THE PROBLEM:
Write every line below out again exactly, images omitted.

SOURCE INFORMATION:
• • • •

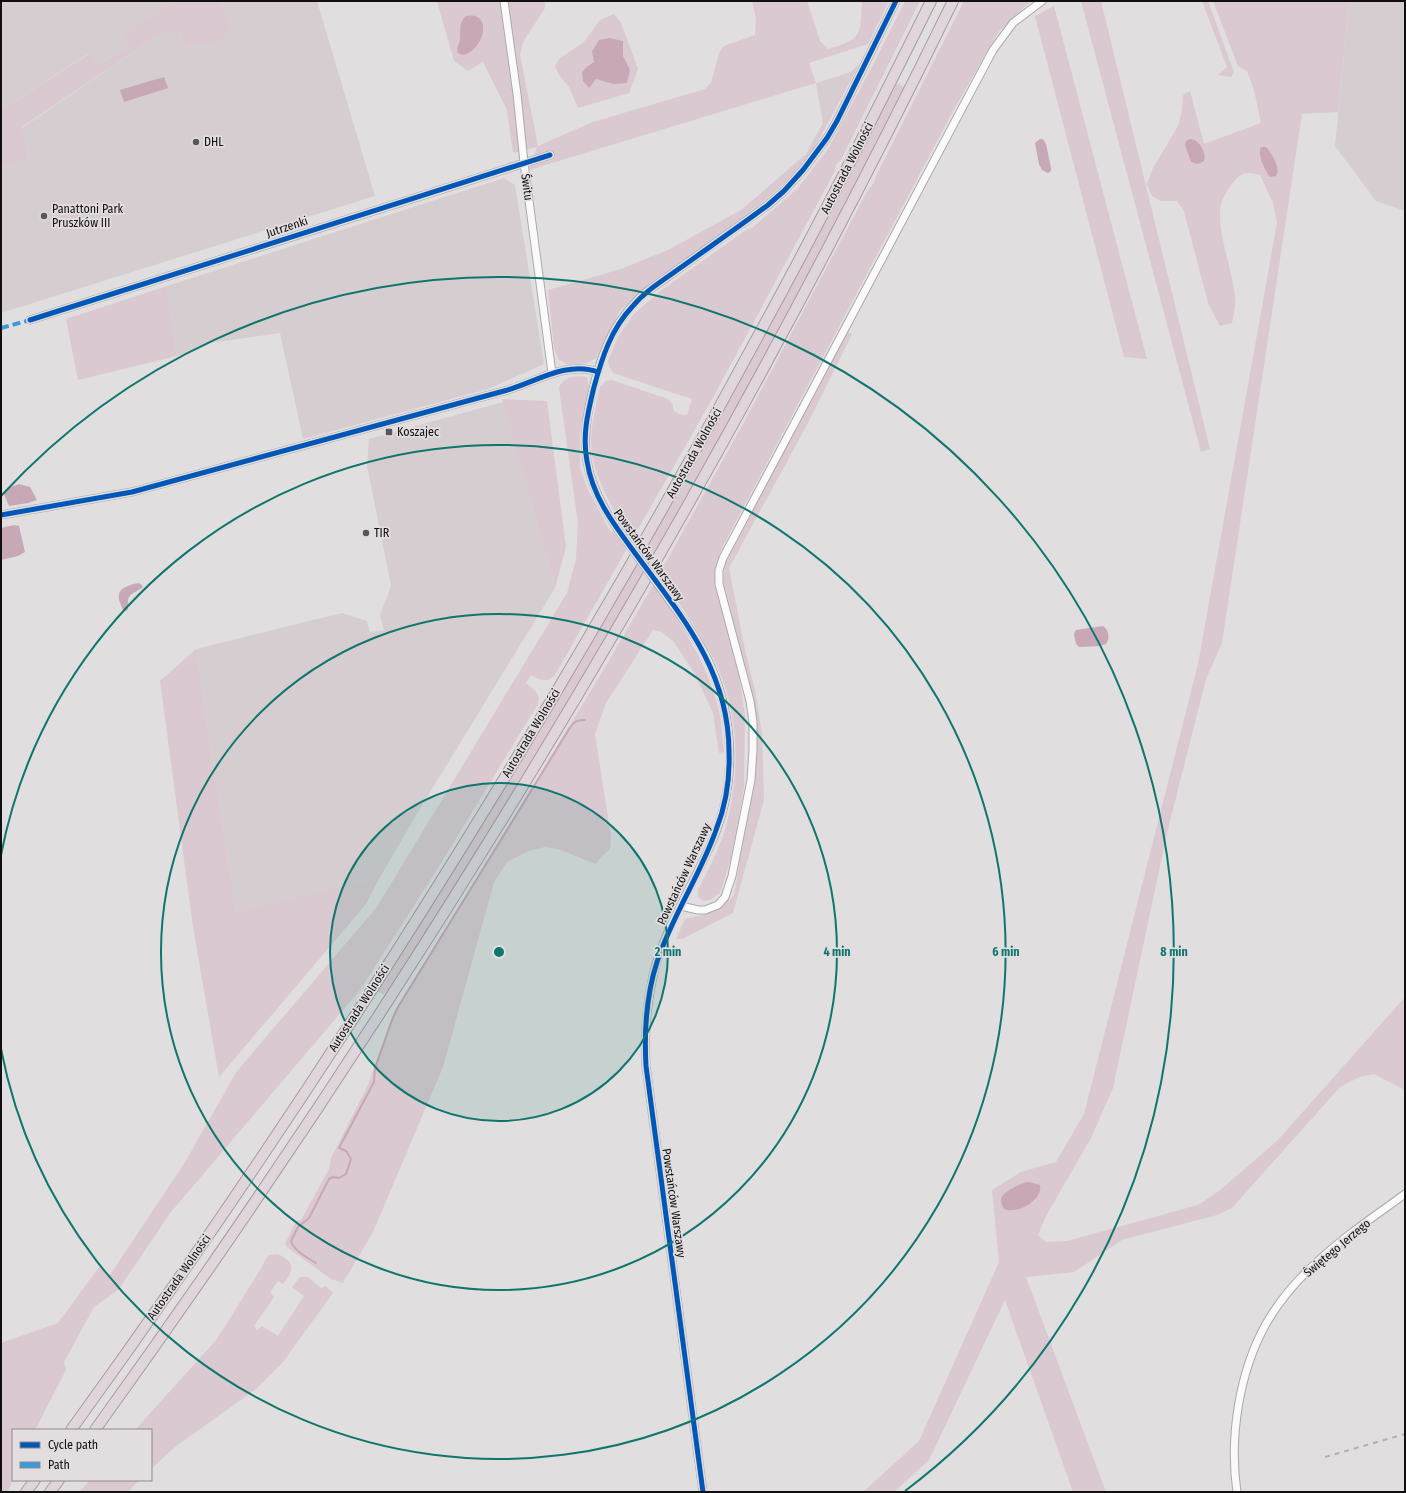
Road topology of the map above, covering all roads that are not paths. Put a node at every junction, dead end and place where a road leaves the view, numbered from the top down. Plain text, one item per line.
1 (504, 1) edge
2 (896, 1) edge
3 (932, 1) edge
4 (953, 1) edge
5 (1042, 1) edge
6 (550, 155) dead end
7 (524, 163) junction
8 (30, 320) dead end
9 (598, 372) junction
10 (552, 374) junction
11 (1, 515) edge
12 (681, 906) junction
13 (1405, 1194) edge
14 (72, 1429) edge
15 (96, 1429) edge
16 (34, 1481) edge
17 (58, 1481) edge
18 (26, 1492) edge
19 (50, 1492) edge
20 (703, 1492) edge
21 (1237, 1492) edge

1 - 7 street, Świtu
2 - 9 street, Powstańców Warszawy
3 - 14 highway, Autostrada Wolności
4 - 15 highway, Autostrada Wolności
5 - 12 street
6 - 7 street, Jutrzenki
7 - 8 street, Jutrzenki
7 - 10 street, Świtu
9 - 10 street
9 - 12 street, Powstańców Warszawy, bridge
10 - 11 street
12 - 20 street, Powstańców Warszawy
13 - 21 street, Świętego Jerzego
16 - 18 highway
17 - 19 highway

• • • •

RESPONSE:
Road topology of the map above, covering all roads that are not paths. Put a node at every junction, dead end and place where a road leaves the view, numbered from the top down. Plain text, one item per line.
1 (504, 1) edge
2 (896, 1) edge
3 (932, 1) edge
4 (953, 1) edge
5 (1042, 1) edge
6 (550, 155) dead end
7 (524, 163) junction
8 (30, 320) dead end
9 (598, 372) junction
10 (552, 374) junction
11 (1, 515) edge
12 (681, 906) junction
13 (1405, 1194) edge
14 (72, 1429) edge
15 (96, 1429) edge
16 (34, 1481) edge
17 (58, 1481) edge
18 (26, 1492) edge
19 (50, 1492) edge
20 (703, 1492) edge
21 (1237, 1492) edge

1 - 7 street, Świtu
2 - 9 street, Powstańców Warszawy
3 - 14 highway, Autostrada Wolności
4 - 15 highway, Autostrada Wolności
5 - 12 street
6 - 7 street, Jutrzenki
7 - 8 street, Jutrzenki
7 - 10 street, Świtu
9 - 10 street
9 - 12 street, Powstańców Warszawy, bridge
10 - 11 street
12 - 20 street, Powstańców Warszawy
13 - 21 street, Świętego Jerzego
16 - 18 highway
17 - 19 highway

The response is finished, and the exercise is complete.